All the action is around Zagreb’s main square, Ban Jelačić, and this includes Dolac, the city’s biggest food market. The bright red umbrellas are a stunning contrast against the azure sky and the whole area is one big mass of colour, excitement, endless chatter and negotiations. And that was around lunchtime; my local sources tell me it’s really mental first thing in the morning.

Zagreb Cathedral towers behind the markets

The Dolac open air markets have been running since 1930 and are the city’s most significant, perhaps because of their choice location beneath Zagreb Cathedral. There are over twenty markets in the city now but these remain the most popular.


Locally made honey and jam

The outdoor section holds tables that are spilling over with mostly organic fresh fruit and vegetables, plus nuts, honey, hunks of meat, dairy products and eggs. All the produce is local and often brought in directly by the farmer. We picked up a bag of mandarins to munch on as we strolled and they were juicy, fresh and full of flavour.


The citrus fruit was my favourite market pick

Sometimes the produce has come from a little further afield. Look closely at the fruit and veg and you can tell; anything too uniform in colour and shape or out of season has no doubt been flown in. Spot some dirt at the end of that lettuce? That’s a good sign that it’s recently been pulled from the earth and therefore nice and fresh.


Fresh ‘trilja’ or red mullet

To the side is the fish market where spoils from the Croatian coast are brought in daily. This is some of the best seafood I’ve ever tasted and you’re totally spoilt for choice. The only turn off for me was seeing more than one of the market staff puffing away on a cigarette between taking orders. I did a double take at first, forgetting that in Croatia it’s still perfectly acceptable to smoke wherever you like.


Lavender oil and dried lavender permeate the air

Around the stairs leading up to the food market is a quaint little flower market. In amongst the bunches of chrysanthemums and roses were piles of lavender related products including lavender oil and loose dried lavender flowers. It’s potent stuff and I still use drops of the oil I bought ten years ago in Split on my pillow when I can’t sleep.

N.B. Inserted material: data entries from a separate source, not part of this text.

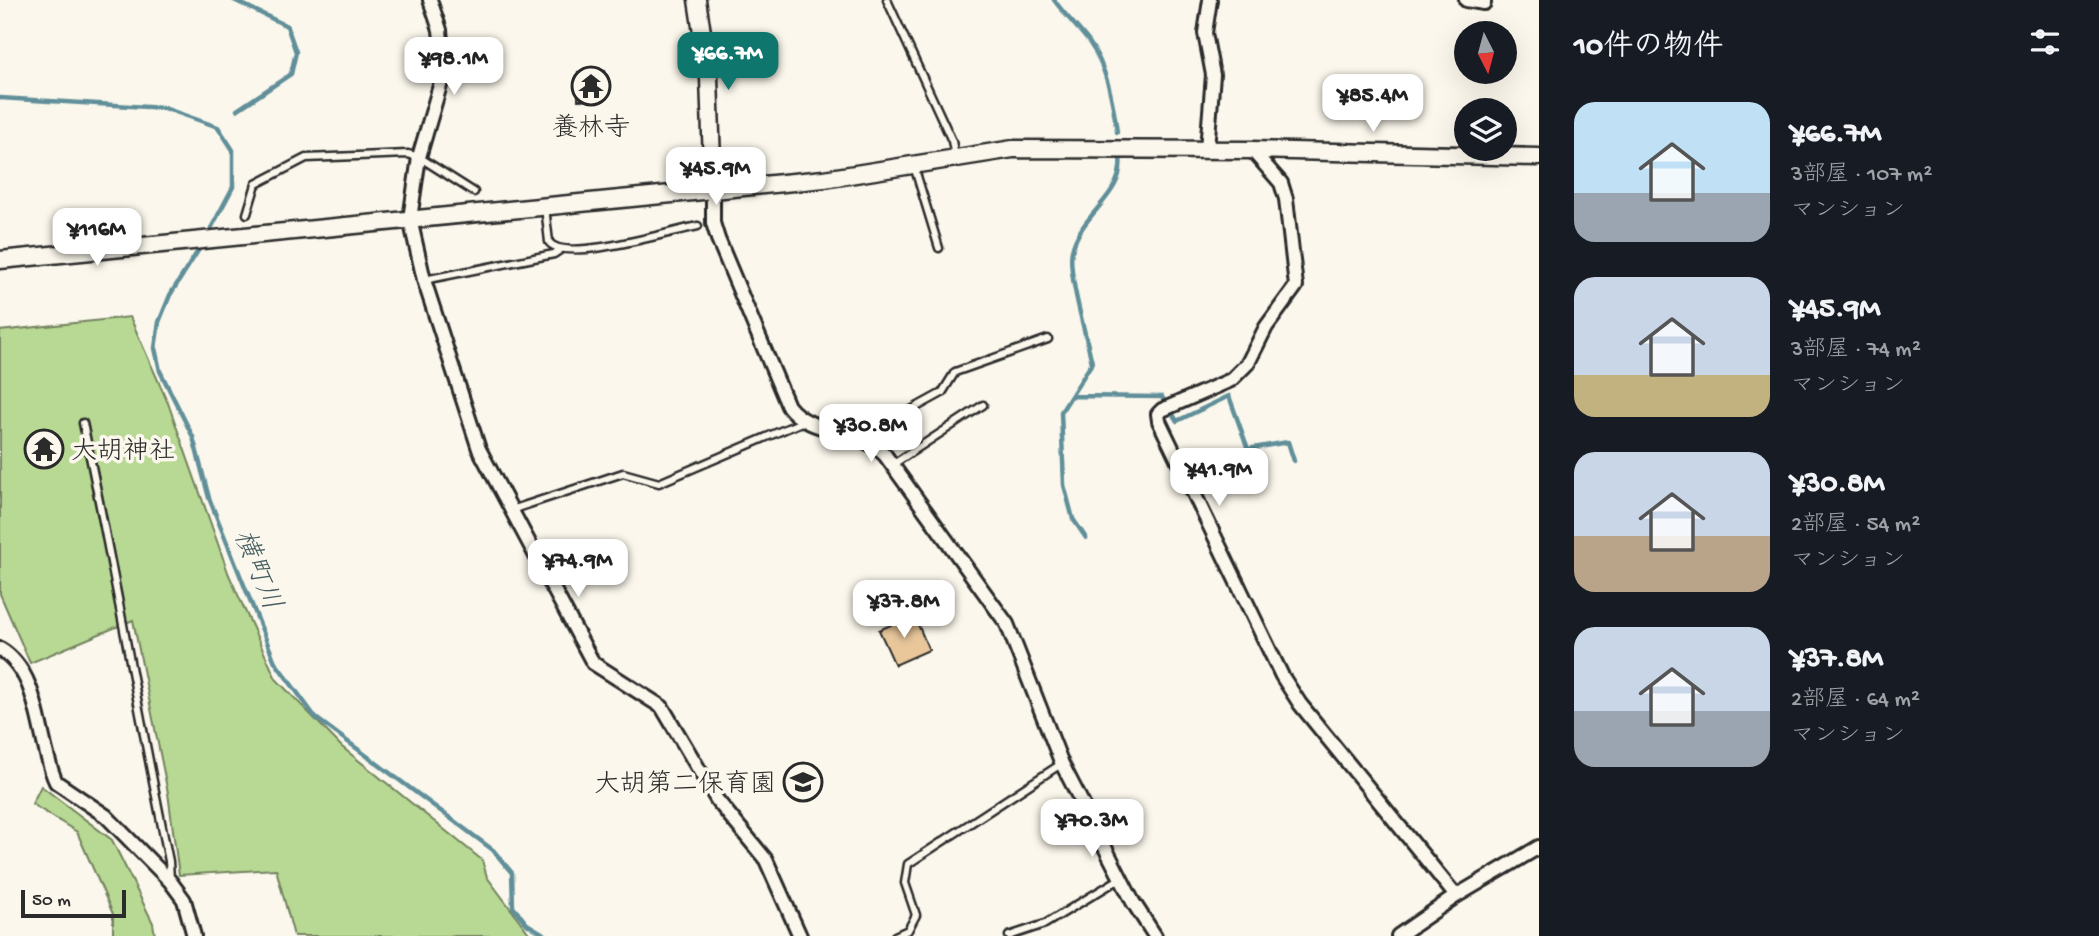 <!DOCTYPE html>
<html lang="ja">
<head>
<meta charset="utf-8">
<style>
  body { margin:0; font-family:"Gochi Hand","Klee One",sans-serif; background:#20242c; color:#f1f3f6; height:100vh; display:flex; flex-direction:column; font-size:26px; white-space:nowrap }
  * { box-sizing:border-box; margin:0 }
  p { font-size:23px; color:#9ea1a6 }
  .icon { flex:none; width:38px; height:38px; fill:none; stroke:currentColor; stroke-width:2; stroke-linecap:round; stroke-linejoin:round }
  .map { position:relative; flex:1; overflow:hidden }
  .panel { display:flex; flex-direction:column; background:#171b24; width:560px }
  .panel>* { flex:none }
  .needle { width:46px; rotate:174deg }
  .buttons { position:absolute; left:1454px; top:21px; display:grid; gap:14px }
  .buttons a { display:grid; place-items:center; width:63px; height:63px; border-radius:50%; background:#171b24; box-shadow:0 7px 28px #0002; font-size:35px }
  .scale { position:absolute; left:21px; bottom:18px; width:105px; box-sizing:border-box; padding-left:7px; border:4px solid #2b2b2b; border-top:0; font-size:19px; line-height:24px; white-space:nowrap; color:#2b2b2b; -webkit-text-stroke:5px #fbf7ec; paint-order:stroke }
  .price { position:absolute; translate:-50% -60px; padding:0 16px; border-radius:14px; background:#fff; color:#222; font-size:23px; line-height:46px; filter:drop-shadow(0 2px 4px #0008) }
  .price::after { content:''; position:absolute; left:50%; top:42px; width:21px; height:16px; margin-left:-10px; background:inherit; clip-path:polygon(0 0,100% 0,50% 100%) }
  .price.active { background:#0f766e; color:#fff }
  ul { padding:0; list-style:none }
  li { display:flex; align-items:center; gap:21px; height:175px; padding:0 35px }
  li span { display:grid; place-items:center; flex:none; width:196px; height:140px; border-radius:21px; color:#555 }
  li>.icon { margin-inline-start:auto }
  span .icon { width:84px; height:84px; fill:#fffc; stroke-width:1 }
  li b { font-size:30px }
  h2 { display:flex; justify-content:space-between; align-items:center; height:84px; padding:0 35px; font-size:30px }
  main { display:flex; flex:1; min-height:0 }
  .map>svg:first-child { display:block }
</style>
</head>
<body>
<main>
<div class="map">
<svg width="1539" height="936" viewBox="0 0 1539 936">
  <rect width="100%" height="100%" fill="#fbf7ec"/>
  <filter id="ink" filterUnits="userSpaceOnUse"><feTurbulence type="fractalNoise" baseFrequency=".0143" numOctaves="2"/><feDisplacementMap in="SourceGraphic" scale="14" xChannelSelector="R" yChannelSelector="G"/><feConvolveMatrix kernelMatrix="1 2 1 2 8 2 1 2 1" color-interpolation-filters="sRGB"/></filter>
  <g filter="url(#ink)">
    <path fill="#b8d993" stroke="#72825f" stroke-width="2" d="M130,317L168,403L229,575L276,679L342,747L482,860L487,877L531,936H294L276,869L179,875L168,793L133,620L30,663L0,594V331Z
      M41,786L112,840L153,923L155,936H113V914L77,832L32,804Z"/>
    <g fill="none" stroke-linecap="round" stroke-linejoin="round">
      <path stroke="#618f9a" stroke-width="4.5" d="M234,0L287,26L296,52L291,74L237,110
        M1054,0C1065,15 1078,28 1089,42C1107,67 1113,102 1117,132
        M0,98L164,108L218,127L233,150V187L207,236
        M203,243L170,295L159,322L155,348L160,371L193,437L209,498L275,662L316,718L493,850L512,873L513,907L527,924L547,936
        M1072,396L1162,397L1177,421L1229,396L1248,449L1288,442L1294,461
        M1086,538L1073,519L1064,485L1061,412L1092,363C1087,338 1067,272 1072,251C1081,212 1125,196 1120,157"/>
    </g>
    <path fill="#e9c79b" stroke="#2b2b2b" stroke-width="2" d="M605,71L604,99L578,100V72Z
      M914,615L929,650L895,665L879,630Z"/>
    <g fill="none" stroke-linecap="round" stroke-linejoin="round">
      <defs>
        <path id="service" d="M887,0L952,141L955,157
          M914,166L939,248
          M545,207L549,242C564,264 672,231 698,226
          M247,214L256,184L306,158L408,154L419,157L474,192
          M424,280L554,254L560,250
          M83,423C114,569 139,716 169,861L170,880
          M860,438L942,393L955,372L1048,339
          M892,465L983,405
          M511,510L623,473L659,483L804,421
          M895,936L908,930L916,915L905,883L908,864L1061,764
          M1009,936L1045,924L1121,878"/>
        <path id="minor" d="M430,0L440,30L444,72L419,157L410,219L424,280L479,449L593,663L662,707L717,800L766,860L800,936
          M1466,0L1484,3V0
          M1207,149L1213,75L1205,33L1210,0
          M1252,150L1281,183L1286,199L1296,286L1266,327L1248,363L1231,380L1162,410L1158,414L1159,421L1282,676L1300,704L1456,896
          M713,189V223L718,239L788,406C811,436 858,427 885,455L1007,624L1062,764L1133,902L1155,936
          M0,649C42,674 37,742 56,782L106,816L170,881L184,900L194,936
          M1398,936L1456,896L1539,847"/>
        <path id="tertiary" d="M697,0L709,78L713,189
          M0,260L824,179L1013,149L1252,150L1539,157"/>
      </defs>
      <use href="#service" stroke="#2b2b2b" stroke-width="11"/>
      <use href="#minor" stroke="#2b2b2b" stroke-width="18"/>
      <use href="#tertiary" stroke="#2b2b2b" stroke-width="21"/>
      <use href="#service" stroke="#fbf7ec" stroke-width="6"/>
      <use href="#minor" stroke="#fbf7ec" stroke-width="12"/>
      <use href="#tertiary" stroke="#fbf7ec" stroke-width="16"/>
    </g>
  </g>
  <defs>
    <symbol id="temple-ring" viewBox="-11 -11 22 22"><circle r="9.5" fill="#fbf7ec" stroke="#2b2b2b" stroke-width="1.5"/><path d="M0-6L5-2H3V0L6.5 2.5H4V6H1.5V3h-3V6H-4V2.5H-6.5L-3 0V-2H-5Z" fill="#2b2b2b"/></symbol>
    <symbol id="school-ring" viewBox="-11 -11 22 22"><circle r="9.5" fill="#fbf7ec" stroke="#2b2b2b" stroke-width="1.5"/><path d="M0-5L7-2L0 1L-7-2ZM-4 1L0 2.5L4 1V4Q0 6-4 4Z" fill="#2b2b2b"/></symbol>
  </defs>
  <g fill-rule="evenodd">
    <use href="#temple-ring" x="569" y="64" width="44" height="44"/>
    <use href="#temple-ring" x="22" y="427" width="44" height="44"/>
    <use href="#school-ring" x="781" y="760" width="44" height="44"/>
  </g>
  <g text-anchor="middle" stroke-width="7" stroke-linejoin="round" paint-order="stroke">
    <g font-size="26" fill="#2b2b2b" stroke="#fbf7ec">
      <text x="591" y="135">養林寺</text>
      <text x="71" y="458" text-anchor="start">大胡神社</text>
      <text x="776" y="791" text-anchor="end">大胡第二保育園</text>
    </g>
    <g font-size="28" font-style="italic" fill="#465d62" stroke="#fbf7ec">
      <text transform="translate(260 569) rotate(68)" y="10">横町川</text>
    </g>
  </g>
</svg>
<div class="buttons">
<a><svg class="needle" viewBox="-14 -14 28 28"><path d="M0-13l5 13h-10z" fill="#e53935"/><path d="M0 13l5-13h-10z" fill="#9ea1a6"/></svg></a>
<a><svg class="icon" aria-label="layers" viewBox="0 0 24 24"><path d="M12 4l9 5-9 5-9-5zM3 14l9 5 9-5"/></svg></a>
</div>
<div class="scale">50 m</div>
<b class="price active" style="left:728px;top:92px">¥66.7M</b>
<b class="price" style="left:454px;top:97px">¥98.1M</b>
<b class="price" style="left:1373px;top:134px">¥85.4M</b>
<b class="price" style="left:716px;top:207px">¥45.9M</b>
<b class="price" style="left:97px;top:268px">¥116M</b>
<b class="price" style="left:871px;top:464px">¥30.8M</b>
<b class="price" style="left:1219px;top:508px">¥41.9M</b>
<b class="price" style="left:578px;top:599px">¥74.9M</b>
<b class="price" style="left:904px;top:640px">¥37.8M</b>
<b class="price" style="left:1092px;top:859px">¥70.3M</b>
</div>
<section class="panel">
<h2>10件の物件<svg class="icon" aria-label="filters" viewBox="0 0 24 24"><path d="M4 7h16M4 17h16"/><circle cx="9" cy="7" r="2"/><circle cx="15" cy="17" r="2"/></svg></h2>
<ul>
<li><span style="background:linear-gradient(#bfe0f5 65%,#9aa5b1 0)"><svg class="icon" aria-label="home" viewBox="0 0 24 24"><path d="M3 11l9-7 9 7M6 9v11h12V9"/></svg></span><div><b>¥66.7M</b><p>3部屋 · 107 m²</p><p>マンション</p></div></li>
<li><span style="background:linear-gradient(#c9d6e8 70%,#c2b280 0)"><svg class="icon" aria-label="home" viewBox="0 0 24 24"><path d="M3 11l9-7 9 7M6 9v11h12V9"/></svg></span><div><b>¥45.9M</b><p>3部屋 · 74 m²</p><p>マンション</p></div></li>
<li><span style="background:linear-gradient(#c9d6e8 60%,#b9a48a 0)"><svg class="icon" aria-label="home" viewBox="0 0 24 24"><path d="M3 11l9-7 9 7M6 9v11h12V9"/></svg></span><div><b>¥30.8M</b><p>2部屋 · 54 m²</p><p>マンション</p></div></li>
<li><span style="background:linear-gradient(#c9d6e8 60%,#9aa5b1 0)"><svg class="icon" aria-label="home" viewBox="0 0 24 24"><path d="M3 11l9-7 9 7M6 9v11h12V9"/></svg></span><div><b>¥37.8M</b><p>2部屋 · 64 m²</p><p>マンション</p></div></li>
</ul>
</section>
</main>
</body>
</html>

Perfectly roasted chestnuts

My visit was in late autumn so the temperature had dropped and that classic European street fixture, the roasted chestnut cart, was out in force. The chestnuts in Zagreb are massive and so delicious, it was hard to stop at a small bag.

Market tip #1: most definitely visit a food market with an empty stomach as it won’t stay empty for long!


  1. Julie Charles · February 8, 2015

    I have been there too and it is one of the most colourful markets I’ ve seen. Enjoyed the read.


  2. @askans · October 6, 2015

    Again wonderful pictures and a lovely description!